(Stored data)
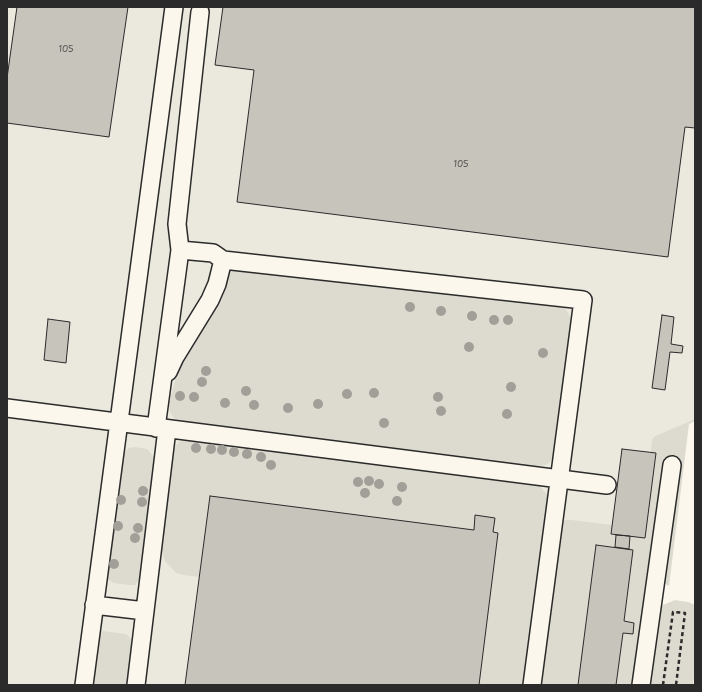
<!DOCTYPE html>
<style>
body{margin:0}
#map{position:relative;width:702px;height:692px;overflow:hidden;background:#fbf7ec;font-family:"Shantell Sans",sans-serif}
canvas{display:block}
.frame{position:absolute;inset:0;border:8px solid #2b2b2b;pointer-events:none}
</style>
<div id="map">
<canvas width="702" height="692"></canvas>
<div class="frame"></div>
</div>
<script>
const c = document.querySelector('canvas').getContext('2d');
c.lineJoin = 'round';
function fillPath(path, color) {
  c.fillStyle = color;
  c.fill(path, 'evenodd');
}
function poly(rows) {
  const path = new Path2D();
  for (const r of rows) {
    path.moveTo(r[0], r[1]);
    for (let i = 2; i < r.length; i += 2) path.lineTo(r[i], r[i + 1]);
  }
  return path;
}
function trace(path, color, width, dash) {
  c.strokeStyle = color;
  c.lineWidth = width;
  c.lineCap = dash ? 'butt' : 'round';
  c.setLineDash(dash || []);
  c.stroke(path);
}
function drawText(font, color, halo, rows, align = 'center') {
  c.font = font + ' "Shantell Sans",sans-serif';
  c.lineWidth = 4;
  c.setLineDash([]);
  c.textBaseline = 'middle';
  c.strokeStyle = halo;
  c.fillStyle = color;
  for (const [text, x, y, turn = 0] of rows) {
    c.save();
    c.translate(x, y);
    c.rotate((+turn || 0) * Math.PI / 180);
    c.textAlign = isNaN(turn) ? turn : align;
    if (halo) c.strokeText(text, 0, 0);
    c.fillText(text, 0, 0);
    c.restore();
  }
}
fillPath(poly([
 [7,7,695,7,695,419,655,436,656,453,645,538,629,549,633,550,624,621,634,623,633,634,623,633,616,685,7,685]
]), '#ebe8de');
fillPath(poly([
 [237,267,557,304,565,308,570,317,570,328,553,453,551,461,546,465,532,467,181,422,174,418,170,412,169,403,177,374,186,356,219,303,231,271],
 [695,419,695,421,689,424,669,586,664,583,663,579,634,685,616,685,623,633,633,634,634,623,624,621,633,550,629,549,630,536,645,538,656,453,651,452,652,440,655,436],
 [189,439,539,485,549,497,548,507,524,685,479,685,498,533,493,532,495,518,475,515,474,530,210,496,199,577,184,575,176,573,165,561,162,552,161,542,173,451,176,445,181,441],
 [135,447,147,449,154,457,156,463,140,578,135,585,129,585,114,583,107,579,106,575,121,456,129,448],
 [563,520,571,520,612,525,611,534,616,535,615,547,596,545,578,685,540,685,560,523],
 [675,600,688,602,695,605,695,670,693,685,648,685,660,610,663,605],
 [103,631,126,634,131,639,132,645,127,685,91,685,99,634]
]), '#dddad0');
const building = poly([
 [17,7,128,7,109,137,7,123,7,78,17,7],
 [223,7,695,7,695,128,685,127,668,257,237,202,254,70,215,65,223,7],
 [662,315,674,317,671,344,683,346,682,353,670,352,665,390,652,388,662,315],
 [48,319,70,322,66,363,44,360,48,319],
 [622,449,656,453,645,538,611,534,622,449],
 [210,496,474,530,475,515,495,518,493,532,498,533,479,685,185,685,210,496],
 [616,535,630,536,629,549,615,547,616,535],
 [596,545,633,550,624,621,634,623,633,634,623,633,616,685,578,685,596,545]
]);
fillPath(building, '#c7c4bc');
trace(building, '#2b2b2b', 1);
const minor = poly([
 [180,250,213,253,223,260,583,300,532,685],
 [168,372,175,357,210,300,217,284,223,260],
 [7,408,607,485],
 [156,428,180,250,177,224,200,12],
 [94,605,145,611],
 [84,685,174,7],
 [136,685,167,429],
 [641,685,672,465]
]);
trace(minor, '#2b2b2b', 20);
trace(poly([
 [663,685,673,612,685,613,676,685]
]), '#2b2b2b', 2.5, [4, 3]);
trace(minor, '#fbf7ec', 17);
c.fillStyle = '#a19f98';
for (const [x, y] of [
 [410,307],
 [441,311],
 [472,316],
 [494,320],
 [508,320],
 [469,347],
 [543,353],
 [206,371],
 [202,382],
 [511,387],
 [246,391],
 [374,393],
 [347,394],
 [180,396],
 [194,397],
 [438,397],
 [225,403],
 [318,404],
 [254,405],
 [288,408],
 [441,411],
 [507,414],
 [384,423],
 [196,448],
 [211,449],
 [222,450],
 [234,452],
 [247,454],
 [261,457],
 [271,465],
 [369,481],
 [358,482],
 [379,484],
 [402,487],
 [143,491],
 [365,493],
 [121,500],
 [397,501],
 [142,502],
 [118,526],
 [138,528],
 [135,538],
 [114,564]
]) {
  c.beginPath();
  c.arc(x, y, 5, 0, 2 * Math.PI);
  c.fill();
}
drawText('9px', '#52514f', null, [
 ["105",66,50],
 ["105",461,165]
]);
</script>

The task: An exact, complete copy of the lines above from the one with "function fillPath(path, color)" through the one with "c.lineWidth = width;" is the whole answer.

Response to this task:
function fillPath(path, color) {
  c.fillStyle = color;
  c.fill(path, 'evenodd');
}
function poly(rows) {
  const path = new Path2D();
  for (const r of rows) {
    path.moveTo(r[0], r[1]);
    for (let i = 2; i < r.length; i += 2) path.lineTo(r[i], r[i + 1]);
  }
  return path;
}
function trace(path, color, width, dash) {
  c.strokeStyle = color;
  c.lineWidth = width;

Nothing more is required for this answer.